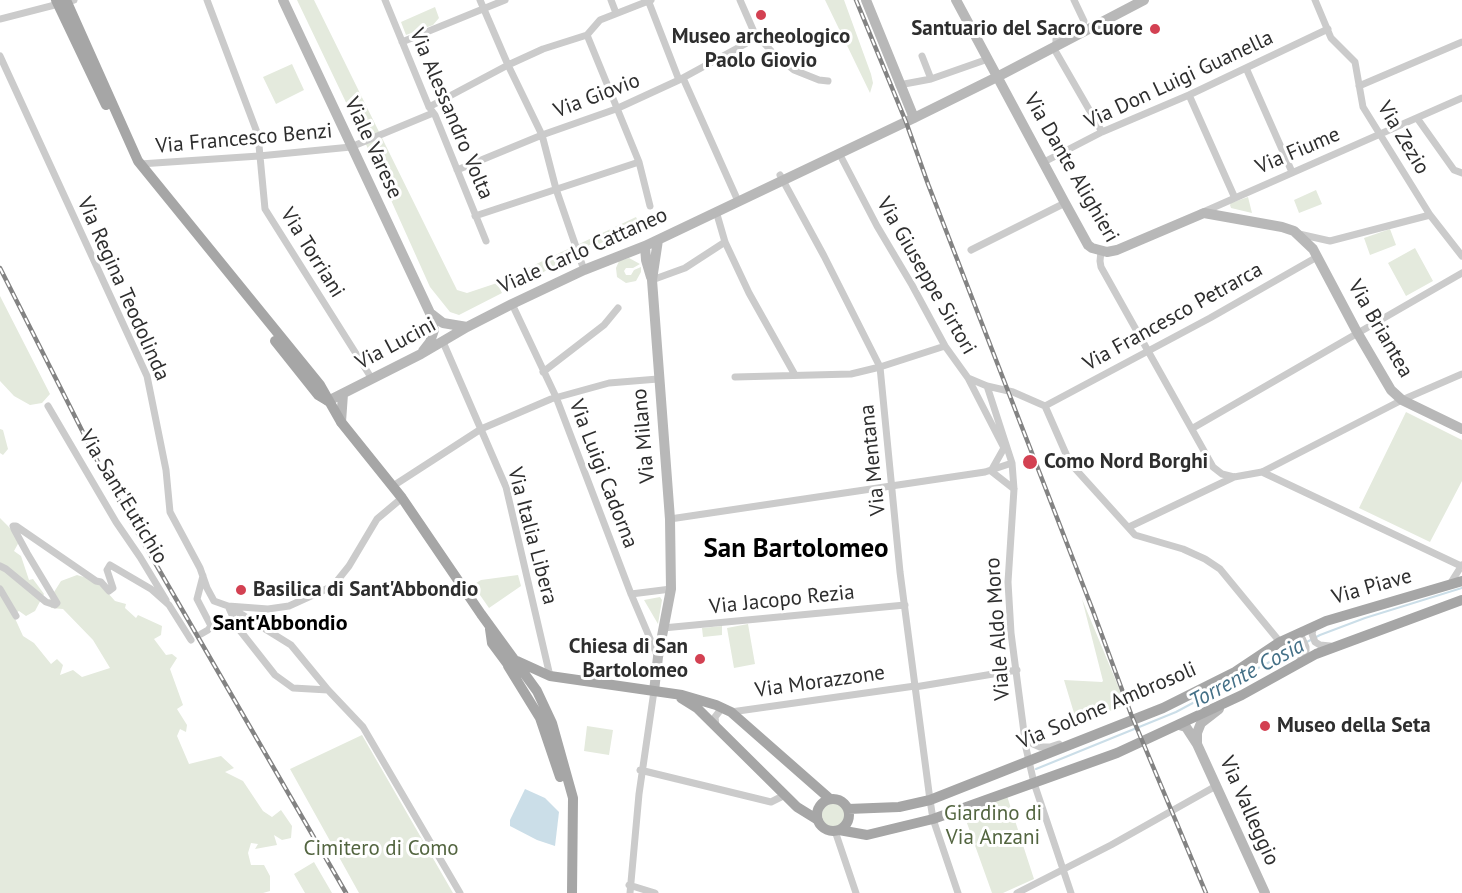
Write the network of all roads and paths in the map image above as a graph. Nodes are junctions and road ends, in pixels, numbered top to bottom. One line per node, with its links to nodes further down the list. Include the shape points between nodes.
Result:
1 (207, 0): 46 (street, Via Torriani, via 258,135)
2 (283, 0): 44 (street, Viale Varese)
3 (385, 0): 21 (street, Via Alessandro Volta)
4 (480, 0): 15 (street)
5 (505, 0): 15 (street)
6 (611, 0): 16 (street)
7 (649, 0): 16 (street); 30 (street)
8 (740, 0): 19 (street)
9 (866, 0): 33 (street)
10 (956, 0): 26 (street, Via Dante Alighieri)
11 (1074, 0): 23 (street, via 1083,24 1056,39)
12 (1144, 0): 23 (street, Viale Carlo Cattaneo)
13 (1316, 0): 18 (street, Via Zezio)
14 (64, 1): 17 (street); 49 (main road); 100 (main road, via 136,168 318,395)
15 (485, 9): 21 (street); 27 (street)
16 (616, 13): 20 (street, via 600,20)
17 (0, 19)
18 (1328, 29): 28 (street, Via Don Luigi Guanella); 34 (street, Via Zezio, via 1336,45 1354,62)
19 (754, 32): 30 (street, Via Giovio, via 745,44); 32 (street, via 794,70)
20 (587, 35): 27 (street, Via Francesco Benzi); 37 (street)
21 (402, 42): 38 (street, Via Alessandro Volta)
22 (1462, 42): 34 (street)
23 (1055, 46): 29 (street, Viale Carlo Cattaneo); 41 (street)
24 (0, 56): 120 (street, Via Regina Teodolinda, via 147,376 166,470 170,512)
25 (921, 56): 31 (street)
26 (988, 59): 29 (street, Via Dante Alighieri); 31 (street)
27 (508, 64): 38 (street, Via Francesco Benzi); 43 (street)
28 (1246, 68): 35 (street, Via Don Luigi Guanella); 51 (street)
29 (998, 77): 39 (street, Viale Carlo Cattaneo); 48 (street, Via Dante Alighieri)
30 (681, 79): 37 (street, Via Giovio); 56 (street)
31 (931, 79): 33 (street)
32 (828, 81)
33 (899, 85): 39 (street)
34 (1359, 86): 42 (street, Via Zezio, via 1363,107)
35 (1189, 95): 41 (street, Via Don Luigi Guanella); 55 (street)
36 (1462, 98): 40 (street, Via Fiume)
37 (616, 109): 43 (street, Via Giovio); 47 (street)
38 (431, 110): 44 (street, Via Francesco Benzi); 50 (street, Via Alessandro Volta)
39 (914, 118): 45 (street, Viale Carlo Cattaneo)
40 (1417, 118): 42 (street, Via Fiume); 52 (street, via 1454,170)
41 (1102, 132): 48 (street, Via Don Luigi Guanella)
42 (1381, 134): 51 (street, Via Fiume); 62 (street, Via Zezio)
43 (542, 135): 50 (street, Via Giovio); 54 (street)
44 (351, 147): 46 (street, Via Francesco Benzi); 81 (street, Viale Varese)
45 (838, 153): 53 (street, Viale Carlo Cattaneo); 85 (street, Via Giuseppe Sirtori)
46 (259, 156): 49 (street, Via Francesco Benzi); 94 (street, Via Torriani, via 265,209)
47 (639, 162): 54 (street); 58 (street)
48 (1044, 162): 57 (street, Via Dante Alighieri)
49 (140, 164): 100 (main road, via 320,385)
50 (457, 170): 63 (street, Via Alessandro Volta)
51 (1292, 172): 55 (street, Via Fiume)
52 (1462, 173)
53 (781, 177): 56 (street, Viale Carlo Cattaneo); 88 (street, Via Mentana)
54 (556, 189): 63 (street); 76 (street)
55 (1231, 198): 60 (street, Via Fiume); 61 (street)
56 (738, 201): 59 (street, Viale Carlo Cattaneo)
57 (1065, 203): 70 (street); 72 (street, Via Dante Alighieri, via 1088,245)
58 (650, 206)
59 (716, 212): 65 (street, Viale Carlo Cattaneo); 68 (street)
60 (1200, 213): 61 (street); 72 (street, via 1117,250)
61 (1221, 215): 64 (street)
62 (1430, 215): 67 (street, Via Francesco Petrarca); 74 (street, Via Zezio)
63 (475, 216): 66 (street, Via Alessandro Volta)
64 (1299, 234): 67 (street); 73 (street, Via Briantea)
65 (658, 240): 69 (street, Viale Carlo Cattaneo); 78 (street, Via Milano)
66 (486, 241)
67 (1330, 241): 73 (street, Via Francesco Petrarca)
68 (724, 242): 78 (street, via 685,268); 91 (street)
69 (645, 246): 71 (street, Viale Carlo Cattaneo); 75 (street, Via Milano)
70 (970, 250)
71 (628, 251): 75 (street); 76 (street, Viale Carlo Cattaneo)
72 (1101, 251): 86 (street, Via Dante Alighieri, via 1101,267)
73 (1315, 253): 83 (street, Via Briantea); 86 (street, Via Francesco Petrarca, via 1210,318)
74 (1462, 256)
75 (646, 258): 78 (street, Via Milano)
76 (584, 270): 79 (street, Viale Carlo Cattaneo)
77 (1462, 273): 83 (street)
78 (652, 280): 95 (street, Via Milano)
79 (512, 304): 82 (street, Viale Carlo Cattaneo); 89 (street, Via Luigi Cadorna)
80 (618, 308): 89 (street, via 604,325)
81 (430, 313): 82 (street, via 443,323); 87 (street, Viale Varese, via 434,330)
82 (467, 327): 84 (street, Via Lucini)
83 (1357, 332): 99 (street, Via Briantea, via 1391,390); 104 (street)
84 (443, 342): 87 (street, Via Lucini); 105 (street, Via Italia Libera)
85 (945, 346): 88 (street); 93 (street, Via Giuseppe Sirtori)
86 (1149, 350): 102 (street, Via Francesco Petrarca); 104 (street, Via Dante Alighieri)
87 (421, 354): 94 (street, Via Lucini)
88 (880, 367): 91 (street, via 850,374); 112 (street, Via Mentana)
89 (543, 372): 98 (street, Via Luigi Cadorna)
90 (1462, 374): 99 (street)
91 (795, 375): 92 (street)
92 (735, 377)
93 (968, 378): 96 (street, Via Giuseppe Sirtori); 108 (street, via 1004,448)
94 (372, 379): 97 (street, Via Lucini)
95 (658, 379): 98 (street, via 609,383); 115 (street, Via Milano)
96 (987, 386): 102 (street, Via Giuseppe Sirtori); 107 (street, Viale Aldo Moro)
97 (343, 394): 100 (street, Via Lucini); 103 (street, Via Lucini)
98 (556, 397): 105 (street); 125 (street, Via Luigi Cadorna)
99 (1402, 400): 106 (street, Via Briantea); 109 (street)
100 (328, 401): 103 (main road)
101 (48, 406): 127 (street, Via Sant'Eutichio)
102 (1045, 406): 116 (street, via 1070,463)
103 (341, 422): 111 (main road)
104 (1193, 428): 110 (street, Via Dante Alighieri, via 1213,466)
105 (481, 429): 111 (street); 142 (street, Via Italia Libera, via 506,487)
106 (1462, 429)
107 (1012, 463): 108 (street); 113 (street, Viale Aldo Moro)
108 (991, 471): 112 (street); 113 (street)
109 (1262, 472): 110 (street); 117 (street)
110 (1233, 477): 116 (street)
111 (393, 486): 114 (main road)
112 (892, 487): 115 (street); 128 (street, Via Mentana)
113 (1014, 489): 141 (street, Viale Aldo Moro, via 1008,582)
114 (402, 498): 129 (street, via 377,519 333,586 289,606); 139 (main road)
115 (670, 519): 124 (street, Via Milano)
116 (1129, 527): 136 (street, via 1140,538 1184,549 1220,569)
117 (1462, 565): 119 (street); 122 (street)
118 (0, 566): 127 (street, via 46,602 57,603 27,554 16,526 109,591 113,588 107,570 110,565 151,589)
119 (1462, 571)
120 (203, 576): 129 (street, Via Regina Teodolinda, via 213,599); 133 (street, via 197,599 211,626)
121 (1462, 581): 122 (main road, Via Piave)
122 (1450, 584): 132 (main road, Via Piave)
123 (0, 589): 130 (street)
124 (671, 589): 125 (street); 131 (street, Via Milano)
125 (631, 594): 138 (street, Via Luigi Cadorna)
126 (1462, 600): 137 (main road, Via Solone Ambrosoli)
127 (169, 605): 135 (street, Via Sant'Eutichio)
128 (905, 605): 131 (street, Via Jacopo Rezia); 144 (street, Via Mentana)
129 (228, 606): 145 (street, via 291,645); 145 (street, via 238,628 275,675 293,688)
130 (16, 616)
131 (663, 628): 138 (street, Via Milano)
132 (1313, 630): 134 (main road, Via Piave); 137 (street, via 1317,644)
133 (204, 633)
134 (1298, 637): 136 (main road, Via Solone Ambrosoli); 140 (street, via 1306,651)
135 (191, 640)
136 (1279, 640): 154 (main road, Via Solone Ambrosoli, via 1235,672)
137 (1339, 645): 140 (main road, Via Solone Ambrosoli)
138 (658, 657): 146 (street, Via Milano)
139 (512, 663): 142 (main road); 143 (main road); 149 (main road)
140 (1297, 664): 148 (main road, Via Solone Ambrosoli)
141 (1017, 670): 144 (street, Via Morazzone); 153 (street, Viale Aldo Moro)
142 (550, 676): 143 (main road); 146 (main road)
143 (534, 686): 149 (main road); 171 (main road, via 552,723 573,798)
144 (915, 686): 150 (street, Via Morazzone); 162 (street, Via Mentana)
145 (328, 690): 169 (street, via 363,727)
146 (654, 691): 147 (main road); 157 (street, Via Milano)
147 (673, 693): 150 (main road); 152 (main road, via 697,708)
148 (1242, 695): 151 (main road, Via Solone Ambrosoli); 155 (street, Via Valleggio, via 1201,723)
149 (531, 702): 170 (main road, via 544,727 567,800)
150 (727, 710): 152 (street, via 715,717); 161 (main road)
151 (1179, 725): 155 (street, Via Valleggio, via 1186,727); 158 (main road, Via Solone Ambrosoli, via 1117,753)
152 (716, 729): 160 (main road)
153 (1023, 731): 154 (street, via 1032,744 1044,747 1095,731); 156 (street, Viale Aldo Moro)
154 (1104, 732): 156 (main road, Via Solone Ambrosoli)
155 (1197, 744): 159 (street, Via Valleggio)
156 (1030, 764): 158 (street, Viale Aldo Moro); 162 (main road, Via Solone Ambrosoli)
157 (641, 770): 160 (street, via 771,802); 168 (street, Via Milano)
158 (1034, 781): 164 (main road, Via Solone Ambrosoli); 167 (street, Viale Aldo Moro)
159 (1216, 786): 167 (street); 177 (street, Via Valleggio)
160 (784, 795): 165 (main road)
161 (830, 799): 163 (main road, via 839,800); 165 (main road, via 820,805)
162 (930, 800): 163 (main road, Via Solone Ambrosoli, via 899,807); 164 (street, Via Mentana)
163 (848, 809): 166 (main road, via 847,824)
164 (933, 819): 166 (main road, Via Solone Ambrosoli, via 867,835); 174 (street, Via Mentana)
165 (818, 820): 166 (main road, via 825,829)
166 (837, 831): 173 (street)
167 (1063, 870): 175 (street); 176 (street, Viale Aldo Moro)
168 (630, 888): 172 (street)
169 (460, 893)
170 (565, 893)
171 (572, 893)
172 (655, 893)
173 (856, 893)
174 (958, 893)
175 (1017, 893)
176 (1071, 893)
177 (1265, 893)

· · ·

# Exercise requirements
Look through the records and gather each line with the word "Alessandro".

# Exercise output
3 (385, 0): 21 (street, Via Alessandro Volta)
21 (402, 42): 38 (street, Via Alessandro Volta)
38 (431, 110): 44 (street, Via Francesco Benzi); 50 (street, Via Alessandro Volta)
50 (457, 170): 63 (street, Via Alessandro Volta)
63 (475, 216): 66 (street, Via Alessandro Volta)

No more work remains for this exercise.